Terminals, Tabs & Panes

Terminals are where agents live in Verne. Each one is a real shell, and tabs and split panes let you run as many as you need within a workspace.

Terminal tabs

Every workspace can hold multiple terminal tabs. Opening a folder creates the first one; add more with ⌘T (New Terminal). The tab bar runs across the top of the center panel.

  • Rename a tab by double-clicking it. When an agent is running, tabs name themselves from the program’s terminal title.
  • Reorder tabs by dragging them.
  • Jump to a tab with ⌘1⌘9, or cycle with ⇧⌘] / ⇧⌘[.
  • Close the current tab with ⌘W, and reopen the last closed one with ⇧⌘T.

Split panes

Any tab can split into multiple panes, each with its own shell:

  • ⌘D splits the current pane to the right.
  • ⇧⌘D splits the current pane down.

Run an agent in one pane while you watch logs, run a dev server, or run a second agent in another. Each pane carries its own status icon, so you can see what every shell in the tab is doing. Right-click a pane to split, move, or close it, and drag pane groups to rearrange them.

Focus the terminal area at any time with ⌃`.

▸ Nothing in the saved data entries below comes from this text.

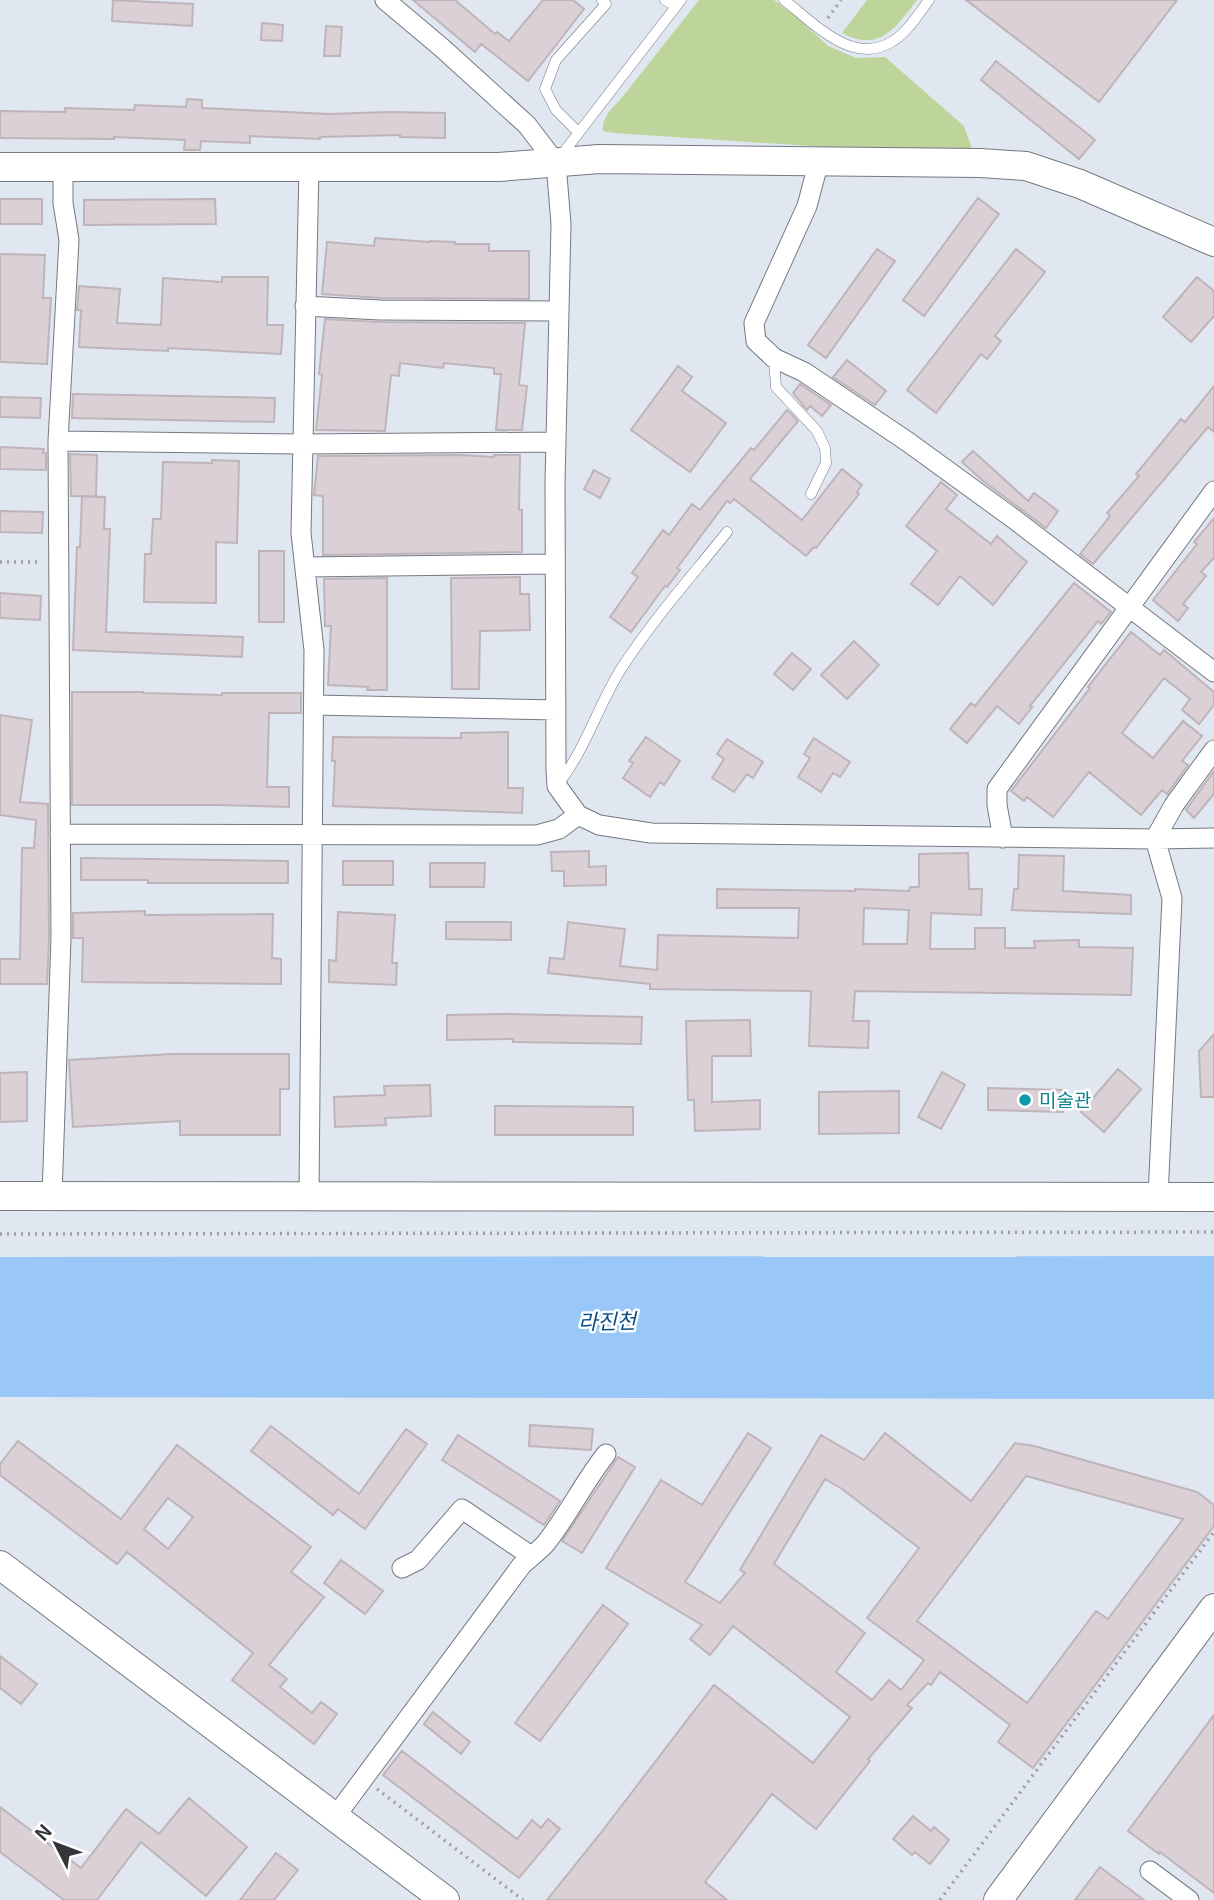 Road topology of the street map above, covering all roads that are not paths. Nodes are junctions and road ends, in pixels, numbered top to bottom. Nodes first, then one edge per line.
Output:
1 (385, 0) edge
2 (602, 0) edge
3 (665, 0) edge
4 (784, 0) edge
5 (929, 0) edge
6 (678, 3) edge
7 (579, 132) junction
8 (819, 161) junction
9 (556, 163) junction
10 (0, 167) edge
11 (63, 167) junction
12 (309, 167) junction
13 (1214, 242) edge
14 (305, 306) junction
15 (559, 311) junction
16 (774, 358) junction
17 (58, 441) junction
18 (556, 442) junction
19 (302, 444) junction
20 (1214, 491) edge
21 (811, 494) dead end
22 (727, 532) dead end
23 (555, 564) junction
24 (305, 567) junction
25 (1130, 608) junction
26 (1214, 672) edge
27 (314, 705) junction
28 (556, 710) junction
29 (1214, 750) edge
30 (557, 786) junction
31 (578, 815) junction
32 (60, 834) junction
33 (313, 835) junction
34 (1003, 838) junction
35 (1214, 838) edge
36 (1155, 839) junction
37 (0, 1196) edge
38 (52, 1196) junction
39 (309, 1196) junction
40 (1158, 1197) junction
41 (1214, 1197) edge
42 (606, 1454) dead end
43 (531, 1556) junction
44 (0, 1565) edge
45 (402, 1568) dead end
46 (1214, 1608) edge
47 (335, 1817) junction
48 (1150, 1871) dead end
49 (445, 1900) edge
50 (998, 1900) edge
51 (1189, 1900) edge

1 - 9 street
2 - 7 lane
3 - 6 lane
4 - 5 lane
6 - 7 lane
7 - 9 lane
8 - 9 street
8 - 13 street
8 - 16 street
9 - 12 street
9 - 15 street
10 - 11 street
11 - 12 street
11 - 17 street
12 - 14 street
14 - 15 street
14 - 19 street
15 - 18 street
16 - 21 lane
16 - 25 street
17 - 19 street
17 - 32 street
18 - 19 street
18 - 23 street
19 - 24 street
20 - 25 street
22 - 30 lane
23 - 24 street
23 - 28 street
24 - 27 street
25 - 26 street
25 - 34 street
27 - 28 street
27 - 33 street
28 - 30 street
29 - 36 street
30 - 31 street
31 - 33 street
31 - 34 street
32 - 33 street
32 - 38 street
33 - 39 street
34 - 36 street
35 - 36 street
36 - 40 street
37 - 38 street
38 - 39 street
39 - 40 street
40 - 41 street
42 - 43 street
43 - 45 street
43 - 47 street
44 - 47 street
46 - 50 street
47 - 49 street
48 - 51 street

Dropping files into the terminal

Drag a file or folder from the file explorer onto a terminal, and Verne pastes its shell-quoted path at the cursor. This feeds paths to commands or to an agent. To inject a path straight into the agent’s input instead, see Add files to an agent.

Relationship to agents

A terminal is a plain shell until you launch an agent in it. Once you do, Verne detects the agent and tracks its status in the tab bar and the Agents panel. A persistent daemon owns the underlying sessions, so your terminals and the agents in them keep running after you close the Verne window.